Le Président Félix Tshisekedi doit s’atteler à renforcer la position du Premier ministre en lui accordant un soutien politique public et constant, qui souligne son rôle essentiel dans la mise en œuvre de son programme. Des dialogues institutionnels réguliers sont nécessaires avec les responsables institutionnels pour discuter des priorités nationales, coordonner l’action des institutions et s’assurer d’une meilleure cohérence dans la gestion du pays.

Enfin, le Président et le Premier ministre doivent développer une communication stratégique claire et coordonnée pour expliquer au public l’action du gouvernement, ses priorités et le niveau d’exécution du programme du gouvernement, afin de renforcer la légitimité de l’exécutif et de mobiliser le soutien populaire.

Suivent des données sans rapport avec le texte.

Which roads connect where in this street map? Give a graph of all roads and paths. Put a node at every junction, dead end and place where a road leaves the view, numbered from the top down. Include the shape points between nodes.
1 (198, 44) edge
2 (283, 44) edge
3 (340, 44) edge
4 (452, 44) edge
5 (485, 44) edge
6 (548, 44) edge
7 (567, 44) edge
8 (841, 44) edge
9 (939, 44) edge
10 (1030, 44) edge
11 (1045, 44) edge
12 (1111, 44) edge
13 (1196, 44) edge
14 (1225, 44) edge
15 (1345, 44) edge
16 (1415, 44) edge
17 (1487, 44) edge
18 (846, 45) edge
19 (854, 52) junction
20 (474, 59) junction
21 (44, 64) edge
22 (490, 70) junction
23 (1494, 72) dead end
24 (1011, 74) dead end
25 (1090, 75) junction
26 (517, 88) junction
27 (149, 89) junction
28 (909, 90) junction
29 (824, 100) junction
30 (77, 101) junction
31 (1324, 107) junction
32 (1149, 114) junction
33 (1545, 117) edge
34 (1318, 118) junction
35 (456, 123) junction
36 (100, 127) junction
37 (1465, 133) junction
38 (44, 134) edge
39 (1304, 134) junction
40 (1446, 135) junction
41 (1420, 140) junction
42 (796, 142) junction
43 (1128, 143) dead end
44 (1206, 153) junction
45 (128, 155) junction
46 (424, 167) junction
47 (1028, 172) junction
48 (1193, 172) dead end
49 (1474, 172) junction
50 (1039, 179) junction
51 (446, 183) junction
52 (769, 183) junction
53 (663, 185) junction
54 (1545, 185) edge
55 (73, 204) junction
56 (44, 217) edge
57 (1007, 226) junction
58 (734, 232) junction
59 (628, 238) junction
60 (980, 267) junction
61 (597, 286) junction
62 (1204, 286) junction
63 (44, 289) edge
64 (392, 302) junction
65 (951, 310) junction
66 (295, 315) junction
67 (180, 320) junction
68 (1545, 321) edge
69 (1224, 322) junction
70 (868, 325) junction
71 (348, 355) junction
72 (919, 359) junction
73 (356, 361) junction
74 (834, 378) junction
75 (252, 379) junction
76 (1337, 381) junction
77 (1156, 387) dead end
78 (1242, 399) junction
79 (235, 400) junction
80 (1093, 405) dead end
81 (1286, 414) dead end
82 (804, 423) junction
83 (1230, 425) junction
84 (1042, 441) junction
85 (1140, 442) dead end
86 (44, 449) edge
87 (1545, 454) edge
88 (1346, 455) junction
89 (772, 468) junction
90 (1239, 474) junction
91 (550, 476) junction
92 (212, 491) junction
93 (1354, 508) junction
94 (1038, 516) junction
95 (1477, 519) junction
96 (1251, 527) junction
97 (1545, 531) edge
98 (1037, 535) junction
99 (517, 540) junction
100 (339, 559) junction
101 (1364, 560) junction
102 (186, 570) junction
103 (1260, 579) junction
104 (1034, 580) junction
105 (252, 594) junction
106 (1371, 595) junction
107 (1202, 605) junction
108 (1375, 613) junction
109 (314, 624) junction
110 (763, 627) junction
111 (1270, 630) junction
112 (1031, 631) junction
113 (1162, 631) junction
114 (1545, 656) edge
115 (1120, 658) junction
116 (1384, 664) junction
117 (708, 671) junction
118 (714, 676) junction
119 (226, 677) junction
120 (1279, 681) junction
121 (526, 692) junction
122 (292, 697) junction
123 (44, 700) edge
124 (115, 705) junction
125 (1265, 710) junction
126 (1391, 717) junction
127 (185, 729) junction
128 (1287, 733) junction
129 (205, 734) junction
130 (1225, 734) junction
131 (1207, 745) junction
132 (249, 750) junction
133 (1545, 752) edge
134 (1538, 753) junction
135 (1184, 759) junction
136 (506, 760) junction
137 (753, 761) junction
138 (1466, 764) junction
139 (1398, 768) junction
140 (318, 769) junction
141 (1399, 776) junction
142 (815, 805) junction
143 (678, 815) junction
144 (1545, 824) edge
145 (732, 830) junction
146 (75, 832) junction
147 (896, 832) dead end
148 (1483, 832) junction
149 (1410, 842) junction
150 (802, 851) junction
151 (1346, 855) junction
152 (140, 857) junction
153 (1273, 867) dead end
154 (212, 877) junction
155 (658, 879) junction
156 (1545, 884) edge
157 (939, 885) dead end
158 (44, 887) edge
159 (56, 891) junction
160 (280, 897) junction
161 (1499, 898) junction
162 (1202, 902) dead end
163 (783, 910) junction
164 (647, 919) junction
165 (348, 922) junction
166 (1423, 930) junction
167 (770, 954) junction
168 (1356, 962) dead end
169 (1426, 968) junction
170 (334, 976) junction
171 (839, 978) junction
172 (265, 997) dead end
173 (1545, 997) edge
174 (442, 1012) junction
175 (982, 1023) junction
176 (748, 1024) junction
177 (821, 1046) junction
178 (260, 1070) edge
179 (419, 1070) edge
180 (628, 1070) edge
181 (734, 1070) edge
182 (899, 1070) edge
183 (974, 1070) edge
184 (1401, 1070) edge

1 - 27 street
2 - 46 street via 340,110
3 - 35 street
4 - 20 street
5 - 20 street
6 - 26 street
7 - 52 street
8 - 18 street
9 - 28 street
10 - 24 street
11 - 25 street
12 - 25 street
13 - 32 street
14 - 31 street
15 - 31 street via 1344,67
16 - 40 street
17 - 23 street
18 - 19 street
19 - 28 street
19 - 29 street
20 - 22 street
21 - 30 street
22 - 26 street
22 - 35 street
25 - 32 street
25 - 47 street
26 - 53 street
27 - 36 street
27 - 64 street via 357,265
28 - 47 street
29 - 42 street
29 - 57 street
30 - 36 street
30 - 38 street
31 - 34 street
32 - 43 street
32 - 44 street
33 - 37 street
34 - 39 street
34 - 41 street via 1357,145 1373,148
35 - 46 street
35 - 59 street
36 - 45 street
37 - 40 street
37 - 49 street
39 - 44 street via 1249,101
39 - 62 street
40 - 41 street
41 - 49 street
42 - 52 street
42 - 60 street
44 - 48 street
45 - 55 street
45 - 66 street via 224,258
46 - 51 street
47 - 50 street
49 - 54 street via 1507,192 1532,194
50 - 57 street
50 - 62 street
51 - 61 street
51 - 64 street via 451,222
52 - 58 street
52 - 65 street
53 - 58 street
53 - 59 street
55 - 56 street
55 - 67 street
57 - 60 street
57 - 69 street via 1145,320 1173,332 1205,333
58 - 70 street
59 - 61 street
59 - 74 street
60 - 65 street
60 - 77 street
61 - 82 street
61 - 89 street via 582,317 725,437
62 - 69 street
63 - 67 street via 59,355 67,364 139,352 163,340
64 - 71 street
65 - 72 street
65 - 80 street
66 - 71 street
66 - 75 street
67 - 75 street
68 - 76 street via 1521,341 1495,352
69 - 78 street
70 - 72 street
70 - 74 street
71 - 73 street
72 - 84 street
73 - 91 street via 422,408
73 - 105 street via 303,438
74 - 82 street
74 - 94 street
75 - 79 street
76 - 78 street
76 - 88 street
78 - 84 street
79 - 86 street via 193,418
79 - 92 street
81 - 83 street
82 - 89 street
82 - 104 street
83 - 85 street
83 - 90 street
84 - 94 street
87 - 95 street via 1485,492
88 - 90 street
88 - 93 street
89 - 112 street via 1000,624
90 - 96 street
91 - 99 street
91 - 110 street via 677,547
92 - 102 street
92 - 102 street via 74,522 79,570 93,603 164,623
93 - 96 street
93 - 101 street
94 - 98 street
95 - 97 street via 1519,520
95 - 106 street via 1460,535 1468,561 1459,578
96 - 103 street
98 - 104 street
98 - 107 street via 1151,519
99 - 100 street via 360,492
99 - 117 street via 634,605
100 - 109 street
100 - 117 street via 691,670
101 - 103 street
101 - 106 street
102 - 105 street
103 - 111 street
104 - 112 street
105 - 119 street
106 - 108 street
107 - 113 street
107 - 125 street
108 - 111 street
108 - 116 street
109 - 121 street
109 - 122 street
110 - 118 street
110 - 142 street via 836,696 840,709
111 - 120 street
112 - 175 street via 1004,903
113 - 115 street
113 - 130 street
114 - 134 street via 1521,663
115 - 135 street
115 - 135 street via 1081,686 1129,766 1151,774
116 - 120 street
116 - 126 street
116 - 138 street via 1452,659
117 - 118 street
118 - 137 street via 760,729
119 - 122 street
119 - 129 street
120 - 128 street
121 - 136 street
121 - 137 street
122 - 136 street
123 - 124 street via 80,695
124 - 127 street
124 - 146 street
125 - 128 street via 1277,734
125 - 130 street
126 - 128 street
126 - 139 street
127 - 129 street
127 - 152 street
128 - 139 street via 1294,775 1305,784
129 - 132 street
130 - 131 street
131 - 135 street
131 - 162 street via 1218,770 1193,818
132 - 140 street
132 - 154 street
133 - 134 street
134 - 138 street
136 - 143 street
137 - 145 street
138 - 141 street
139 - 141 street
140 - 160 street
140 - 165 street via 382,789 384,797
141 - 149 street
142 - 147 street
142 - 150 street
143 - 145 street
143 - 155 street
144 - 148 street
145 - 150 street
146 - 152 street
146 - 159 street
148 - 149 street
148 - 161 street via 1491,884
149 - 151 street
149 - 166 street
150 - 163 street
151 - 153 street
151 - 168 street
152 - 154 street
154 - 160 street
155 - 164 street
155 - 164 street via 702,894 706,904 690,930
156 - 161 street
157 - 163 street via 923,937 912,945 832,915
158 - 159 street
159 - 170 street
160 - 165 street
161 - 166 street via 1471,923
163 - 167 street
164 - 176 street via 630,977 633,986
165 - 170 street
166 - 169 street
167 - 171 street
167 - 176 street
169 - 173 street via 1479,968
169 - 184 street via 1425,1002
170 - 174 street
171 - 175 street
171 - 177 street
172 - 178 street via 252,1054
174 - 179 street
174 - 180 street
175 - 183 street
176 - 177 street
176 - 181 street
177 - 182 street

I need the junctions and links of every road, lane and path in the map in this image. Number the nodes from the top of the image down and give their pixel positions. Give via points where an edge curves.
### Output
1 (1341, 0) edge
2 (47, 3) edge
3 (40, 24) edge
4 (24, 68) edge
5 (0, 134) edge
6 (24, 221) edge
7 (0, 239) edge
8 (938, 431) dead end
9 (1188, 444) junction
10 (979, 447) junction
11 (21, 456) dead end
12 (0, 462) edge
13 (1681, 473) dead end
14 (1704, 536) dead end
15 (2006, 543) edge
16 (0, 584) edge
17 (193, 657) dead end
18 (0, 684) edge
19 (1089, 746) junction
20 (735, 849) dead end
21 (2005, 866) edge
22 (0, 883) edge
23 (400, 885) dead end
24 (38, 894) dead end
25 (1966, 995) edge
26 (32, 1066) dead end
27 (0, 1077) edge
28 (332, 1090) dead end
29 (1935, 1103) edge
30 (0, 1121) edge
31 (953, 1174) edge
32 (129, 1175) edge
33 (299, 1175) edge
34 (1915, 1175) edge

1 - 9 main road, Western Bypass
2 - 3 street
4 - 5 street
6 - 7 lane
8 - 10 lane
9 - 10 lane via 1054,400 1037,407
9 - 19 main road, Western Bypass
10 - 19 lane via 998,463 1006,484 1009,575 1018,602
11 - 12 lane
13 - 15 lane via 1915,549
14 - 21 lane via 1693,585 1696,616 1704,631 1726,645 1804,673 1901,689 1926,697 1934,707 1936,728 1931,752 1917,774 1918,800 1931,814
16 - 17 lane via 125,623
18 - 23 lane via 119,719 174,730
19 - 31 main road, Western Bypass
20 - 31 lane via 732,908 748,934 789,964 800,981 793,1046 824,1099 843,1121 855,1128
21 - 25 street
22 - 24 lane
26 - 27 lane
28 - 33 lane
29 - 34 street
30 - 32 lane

Le rétablissement urgent d’une action cohérente des institutions en RD Congo nécessite des ajustements pratiques dans le fonctionnement des institutions, un soutien politique affirmé au Premier ministre et une recherche constante de consensus politique. Nul doute que le réajustement de la préséance institutionnelle permettra une revitalisation sensible de l’action gouvernementale.

Léon ENGULU III
Philosophe,
Agronome,
Ancien Coordonnateur a.i
du Mécanisme National de Suivi,
chargé de la préparation des réformes
en RD Congo
.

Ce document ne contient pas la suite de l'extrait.